All the rest of the band is out dancing, tonight.  They're celebrating the newest record, or someone's anniversary, or something.  They invited him.  Of course they invited him.  But he said he had a date, and bought a bottle of whiskey, and walked down to the river.  The grass is scratchy beneath his bare feet, and the crickets are calling, calling, like a baseline waiting for a melody.

Sometimes, Davy thinks he's too old to go dancing.  Too old to stay on his feet all night, twirling beneath music and laughter and lights.  He'd rather watch the lights from a distance, let them shine and shine and catch the tiniest glow.

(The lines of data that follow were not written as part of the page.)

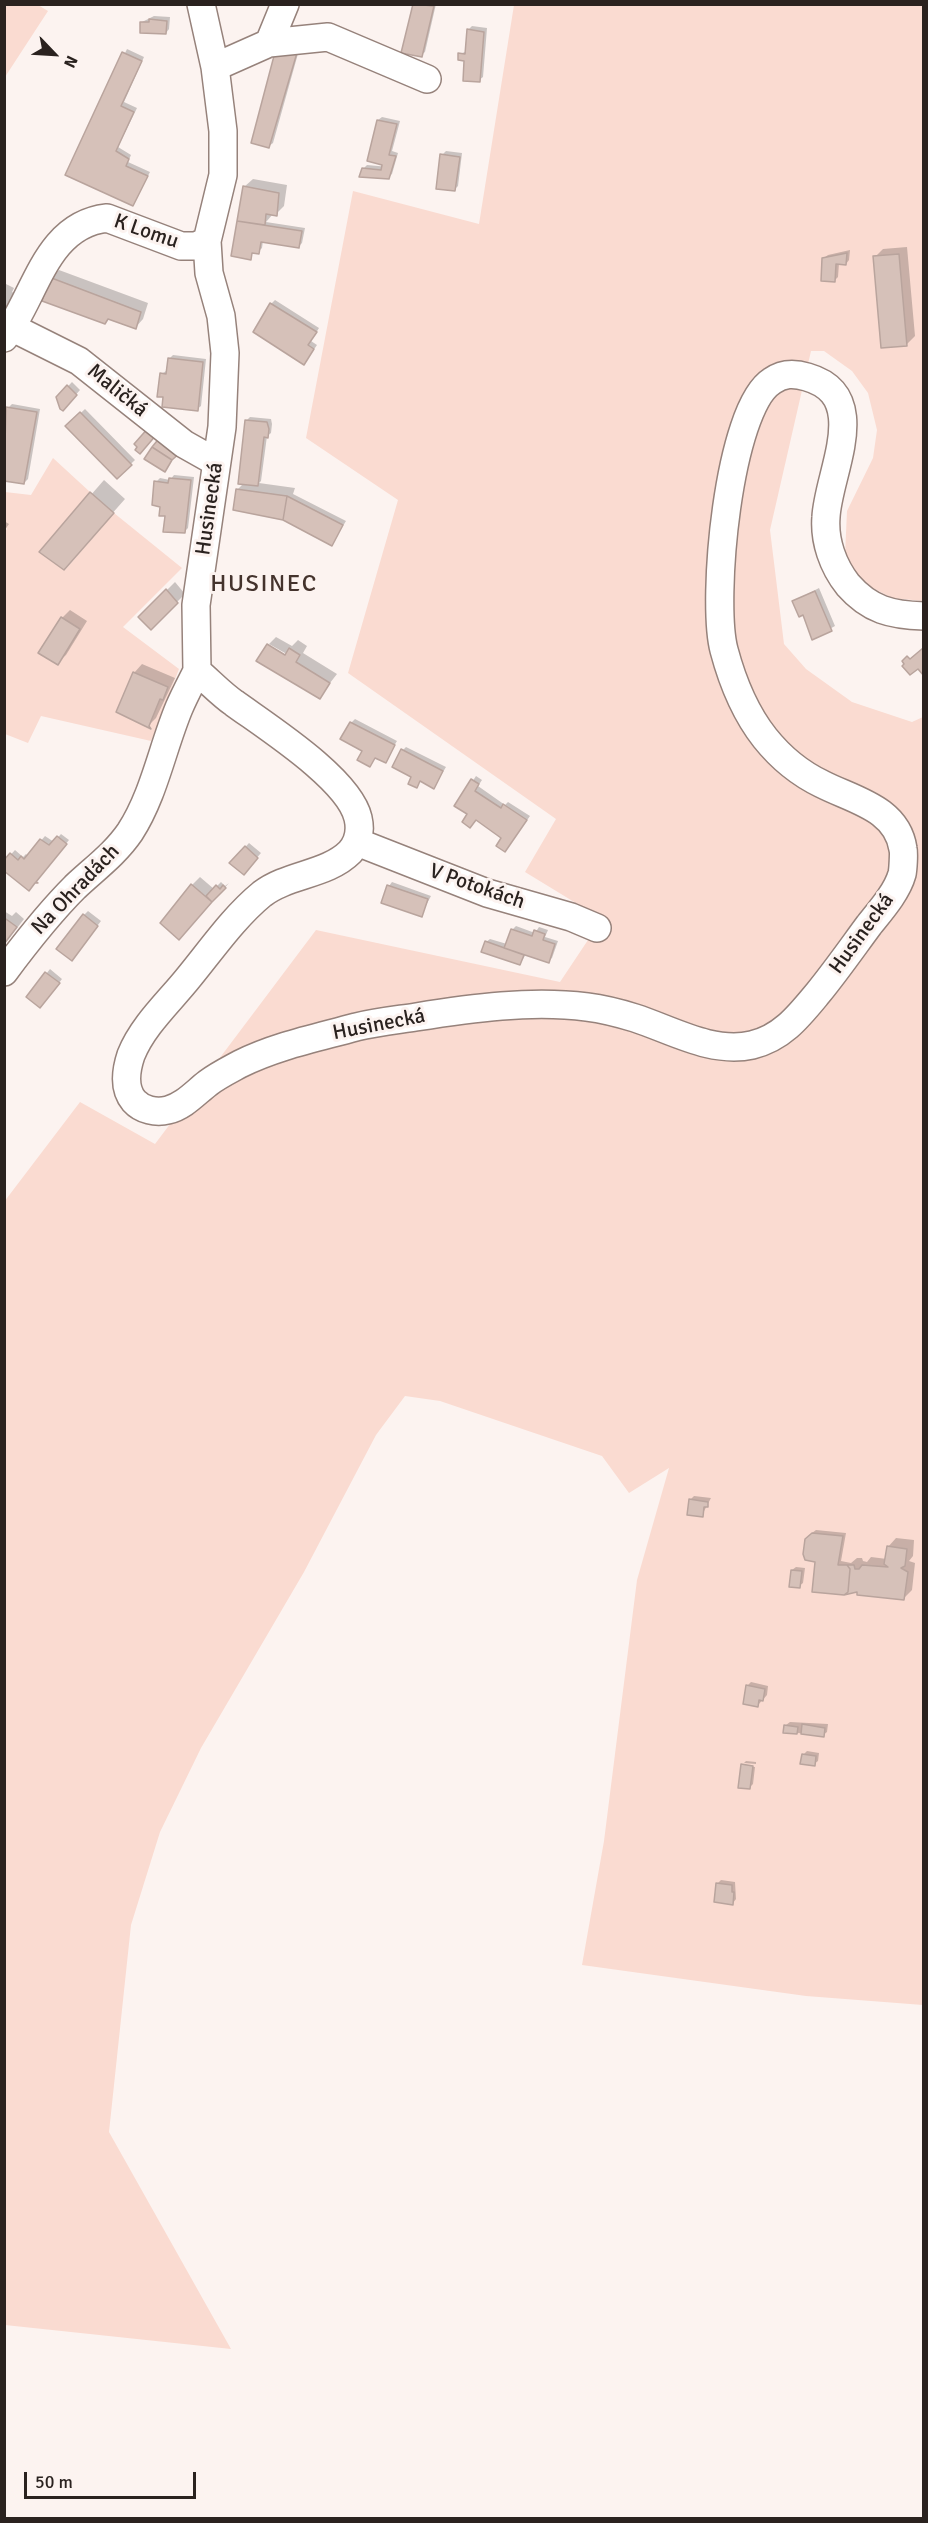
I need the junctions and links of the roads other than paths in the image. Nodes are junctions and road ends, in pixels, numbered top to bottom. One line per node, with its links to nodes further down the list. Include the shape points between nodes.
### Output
1 (201, 4): 4 (street, Husinecká)
2 (285, 4): 3 (street)
3 (269, 43): 4 (street); 5 (street, via 327,37)
4 (214, 67): 6 (street, Husinecká, via 223,131 223,175)
5 (427, 79)
6 (207, 241): 7 (street, K Lomu, via 181,246 107,218 94,219 64,236 44,265); 8 (street, Husinecká, via 209,273 221,315 225,353 222,427)
7 (9, 333): 8 (street, Maličká, via 79,361 184,444)
8 (216, 462): 10 (street, Husinecká, via 196,605)
9 (924, 616): 11 (street, Husinecká, via 893,615 860,598 838,572 828,544 826,516 843,420 830,389 797,374 781,375 765,384 742,427 735,458 719,579 723,647 737,687 761,734 788,764 818,783 879,811 892,823 904,853 902,876 889,899 788,1028 753,1045 729,1047 710,1045 626,1015 582,1006 462,1010 368,1024 282,1046 231,1069 168,1110 140,1107 126,1084 128,1062 139,1038 241,914 266,891 334,863)
10 (197, 671): 11 (street, via 345,792 360,825); 13 (street, Na Ohradách, via 179,707 139,818 117,850 40,924)
11 (357, 843): 12 (street, V Potokách, via 487,893)
12 (597, 928)
13 (4, 972)

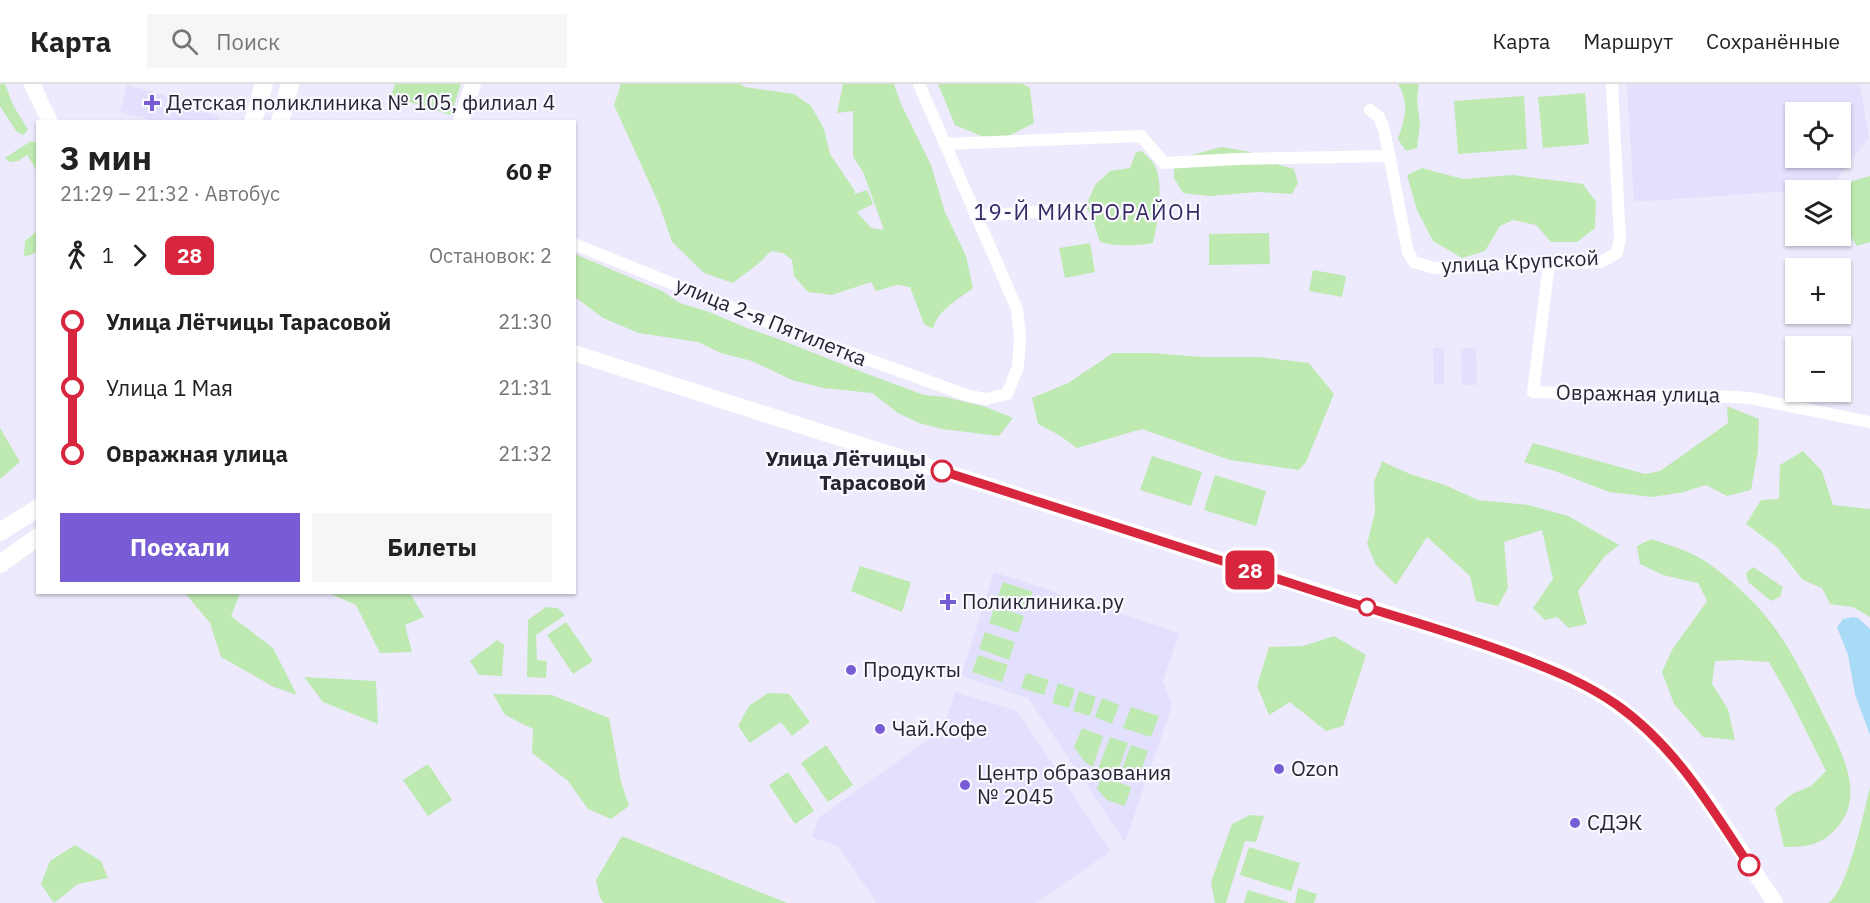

Davy closes his eyes, and he can picture them all.  Donny dipping Julia, red-faced and heart beating, her heels sliding on the slick wood floor.  Jimmy with his glasses tucked into his pocket, grinning at the sax player's vibrato, law books and exams momentarily forgotten.  Johnny leaning against a wall, wary of his back, beer hanging lazily from one hand as he taps out a rhythm with the other.  Nick with his tie coming undone, pulling Wayne towards a bathroom, smirking like a poet who just found his next rhyme.  Wayne looking around carefully then letting himself be tugged, hands for once not itching to be washed, a light in his blue eyes like sunrise over a river.

Davy’s bottle of whiskey is half full.  He raises it to the sky and toasts to New Jersey.  She winks back softly, softly, and he watches her reflection dance across the Hudson.